When you read poems such as Be Me — I Dare Thee, Implosion, In Two Minds, My Melancholy Mind, Oh, Such Madness!, The Painter, and This Grey, you are reading about the sudden and extreme changes in mood a person with Bipolar disorder can experience—hence the title of my book, In Two Minds.  You are also given a unique glimpse into the highly creative Bipolar mind, especially during the hypomanic phase, which is when many of these poems were written.

It is said that as many as 50% of Bipolar patients attempt suicide at least once. I am one of those fifty-in-one-hundred having taken an overdose in an effort to fall asleep and forget life's worries. It should be of no surprise then, that the themes of many of my poems relate to human mortality and death. A Mystery is quite clearly the narrative of a suicide who has planned his death meticulously so as to trouble his loved ones as little as possible. I Am Your Death, Precarious, The Score, Fragile, Passing Through, and So Short Your Life — Yet Colourful! address the shortness and unpredictability of life and death, matters my Bipolar brain ponders on frequently!

A number of my poems such as Armageddon in My Head, Pardoned, Rapture, and Samson have a spiritual or religious theme. Having had a strict religious upbringing at a Jehovah's Witness it is of little wonder that this should be the case. Gods and Men is a vivid reference to the antediluvian world described in the Bible book of Genesis. My intention with Dead Man Walking was to describe the life of a Christian who has been “born again” by Holy Spirit, forgiven of their sins, now dead to their pre-Christian life and awaiting the shedding of their mortal body to be with Christ. However, one reader understood this poem in a completely different way. To her, these words depicted a prisoner on death row, being taken for execution, led by a priest saying his last rites. Two completely different meanings of the same poem. This is why I love poetry!

Not all of my poems are expressions of my personal thoughts and feelings. On occasion I will hear people voice their own opinions on such controversial matters as war, religion, God, the afterlife and so on, and these become the basis for my poetry.
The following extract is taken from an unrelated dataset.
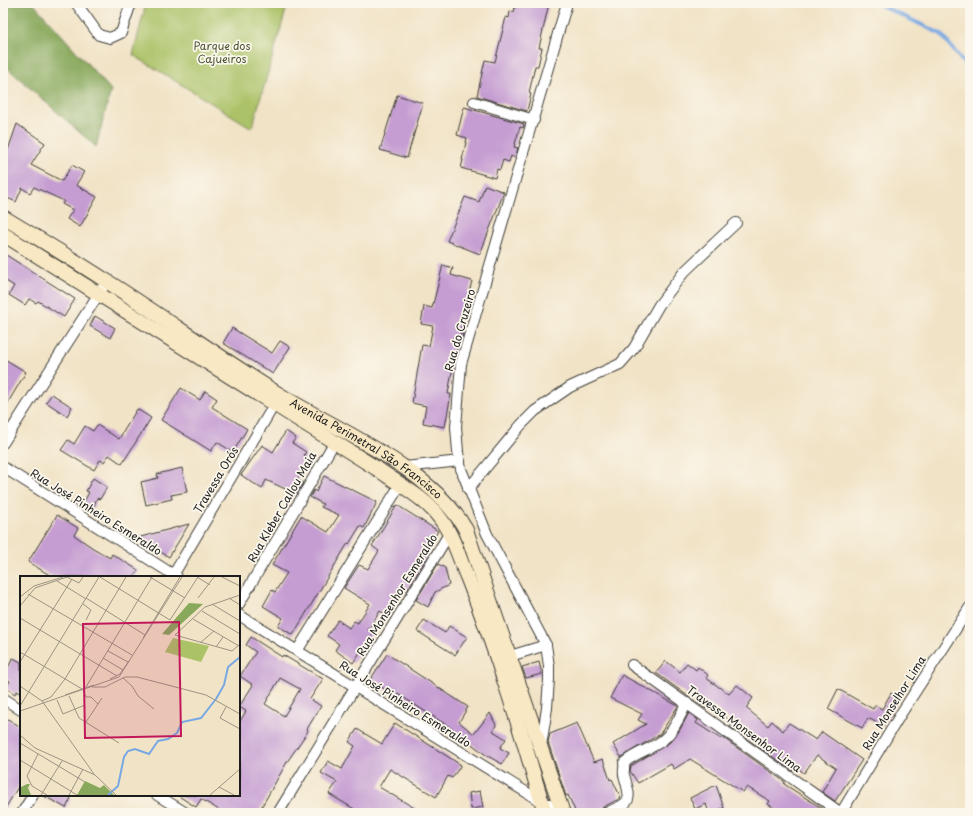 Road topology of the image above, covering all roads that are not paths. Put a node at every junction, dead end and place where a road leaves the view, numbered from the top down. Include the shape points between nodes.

Poems such as Hollow Cries of Angry Men, If No One Died (Platitudes), and The Brahman's Torch are examples of poems written, at least to some extent, from an outside perspective.

Finally, you will find among my poems, many a succinct observation of life in all it's curious shades. Insomnia, one of the many symptoms of the hypomanic phase of Bipolar is written about in Insomnia and Oh, To Sleep! Meanwhile, the qualities of loyalty and truthfulness among friends becomes the subject of If Sweet Would be My Passing and The Stream. Then too, childhood memories, some happy, some tragic, make a brief appearance in I Am Capturing a Fish, One Glove, She Stares at Me, and Who Would Lose a Shoe?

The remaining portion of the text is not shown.